*Instructions for the task*:
What is needed here is an exact printout of the data, with no pictures included.

The records Block Start

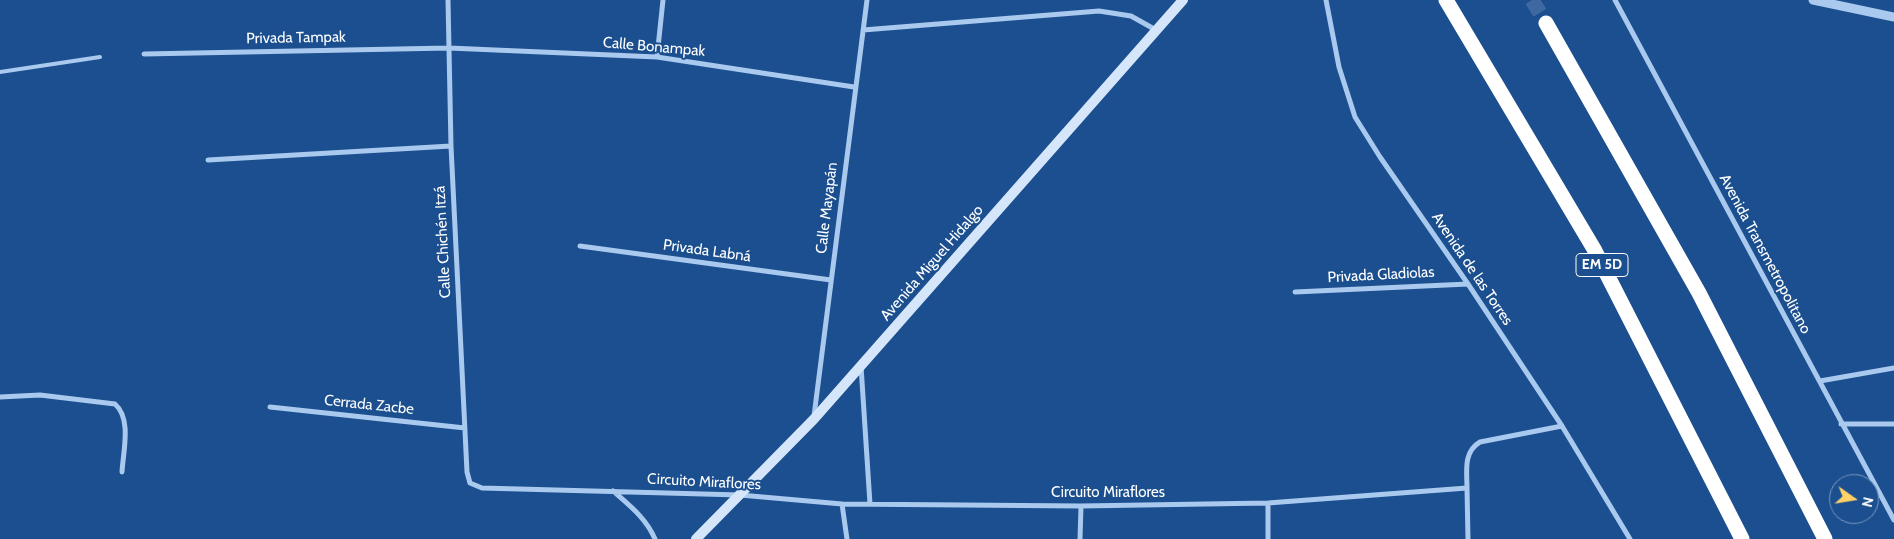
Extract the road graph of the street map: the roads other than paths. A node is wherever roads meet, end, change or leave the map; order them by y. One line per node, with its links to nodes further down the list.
1 (448, 0): 13 (street, Calle Chichén Itzá)
2 (663, 0): 16 (street)
3 (867, 0): 11 (street, Calle Mayapán)
4 (1183, 0): 12 (main road, Avenida Miguel Hidalgo)
5 (1326, 0): 23 (street, Avenida de las Torres)
6 (1446, 0): 52 (highway, EM 5D)
7 (1615, 0): 27 (street, Avenida Transmetropolitano)
8 (1813, 0): 9 (street)
9 (1894, 17)
10 (1546, 23): 53 (highway)
11 (863, 30): 12 (street); 18 (street, Calle Mayapán)
12 (1157, 30): 25 (main road, Avenida Miguel Hidalgo)
13 (449, 48): 14 (street, Privada Tampak); 16 (street, Calle Bonampak); 19 (street, Calle Chichén Itzá)
14 (144, 54)
15 (100, 57): 17 (lane)
16 (657, 57): 18 (street, Calle Bonampak)
17 (0, 72)
18 (854, 87): 22 (street, Calle Mayapán)
19 (451, 146): 20 (street); 34 (street, Calle Chichén Itzá)
20 (208, 160)
21 (580, 246): 22 (street, Privada Labná)
22 (830, 280): 30 (street, Calle Mayapán)
23 (1468, 284): 24 (street, Privada Gladiolas); 33 (street, Avenida de las Torres)
24 (1295, 292)
25 (861, 366): 30 (main road, Avenida Miguel Hidalgo); 41 (street)
26 (1894, 368): 27 (street)
27 (1820, 381): 31 (street, Avenida Transmetropolitano)
28 (0, 398): 35 (street)
29 (270, 407): 34 (street, Cerrada Zacbe)
30 (814, 418): 39 (main road, Avenida Miguel Hidalgo)
31 (1841, 424): 32 (street); 44 (street, Avenida Transmetropolitano)
32 (1894, 424)
33 (1562, 426): 37 (street); 51 (street, Avenida de las Torres)
34 (465, 428): 36 (street, Calle Chichén Itzá)
35 (122, 472)
36 (470, 483): 38 (street, Circuito Miraflores)
37 (1467, 488): 42 (street, Circuito Miraflores); 50 (street)
38 (612, 490): 39 (street, Circuito Miraflores); 45 (street)
39 (740, 495): 40 (street, Circuito Miraflores); 46 (main road, Avenida Miguel Hidalgo)
40 (842, 504): 41 (street, Circuito Miraflores); 47 (street)
41 (870, 504): 43 (street, Circuito Miraflores)
42 (1268, 504): 43 (street, Circuito Miraflores); 49 (street)
43 (1081, 506): 48 (street)
44 (1894, 520)
45 (655, 539)
46 (696, 539)
47 (847, 539)
48 (1080, 539)
49 (1268, 539)
50 (1468, 539)
51 (1630, 539)
52 (1742, 539)
53 (1824, 539)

The records Block End

*Exercise solution*:
Extract the road graph of the street map: the roads other than paths. A node is wherever roads meet, end, change or leave the map; order them by y. One line per node, with its links to nodes further down the list.
1 (448, 0): 13 (street, Calle Chichén Itzá)
2 (663, 0): 16 (street)
3 (867, 0): 11 (street, Calle Mayapán)
4 (1183, 0): 12 (main road, Avenida Miguel Hidalgo)
5 (1326, 0): 23 (street, Avenida de las Torres)
6 (1446, 0): 52 (highway, EM 5D)
7 (1615, 0): 27 (street, Avenida Transmetropolitano)
8 (1813, 0): 9 (street)
9 (1894, 17)
10 (1546, 23): 53 (highway)
11 (863, 30): 12 (street); 18 (street, Calle Mayapán)
12 (1157, 30): 25 (main road, Avenida Miguel Hidalgo)
13 (449, 48): 14 (street, Privada Tampak); 16 (street, Calle Bonampak); 19 (street, Calle Chichén Itzá)
14 (144, 54)
15 (100, 57): 17 (lane)
16 (657, 57): 18 (street, Calle Bonampak)
17 (0, 72)
18 (854, 87): 22 (street, Calle Mayapán)
19 (451, 146): 20 (street); 34 (street, Calle Chichén Itzá)
20 (208, 160)
21 (580, 246): 22 (street, Privada Labná)
22 (830, 280): 30 (street, Calle Mayapán)
23 (1468, 284): 24 (street, Privada Gladiolas); 33 (street, Avenida de las Torres)
24 (1295, 292)
25 (861, 366): 30 (main road, Avenida Miguel Hidalgo); 41 (street)
26 (1894, 368): 27 (street)
27 (1820, 381): 31 (street, Avenida Transmetropolitano)
28 (0, 398): 35 (street)
29 (270, 407): 34 (street, Cerrada Zacbe)
30 (814, 418): 39 (main road, Avenida Miguel Hidalgo)
31 (1841, 424): 32 (street); 44 (street, Avenida Transmetropolitano)
32 (1894, 424)
33 (1562, 426): 37 (street); 51 (street, Avenida de las Torres)
34 (465, 428): 36 (street, Calle Chichén Itzá)
35 (122, 472)
36 (470, 483): 38 (street, Circuito Miraflores)
37 (1467, 488): 42 (street, Circuito Miraflores); 50 (street)
38 (612, 490): 39 (street, Circuito Miraflores); 45 (street)
39 (740, 495): 40 (street, Circuito Miraflores); 46 (main road, Avenida Miguel Hidalgo)
40 (842, 504): 41 (street, Circuito Miraflores); 47 (street)
41 (870, 504): 43 (street, Circuito Miraflores)
42 (1268, 504): 43 (street, Circuito Miraflores); 49 (street)
43 (1081, 506): 48 (street)
44 (1894, 520)
45 (655, 539)
46 (696, 539)
47 (847, 539)
48 (1080, 539)
49 (1268, 539)
50 (1468, 539)
51 (1630, 539)
52 (1742, 539)
53 (1824, 539)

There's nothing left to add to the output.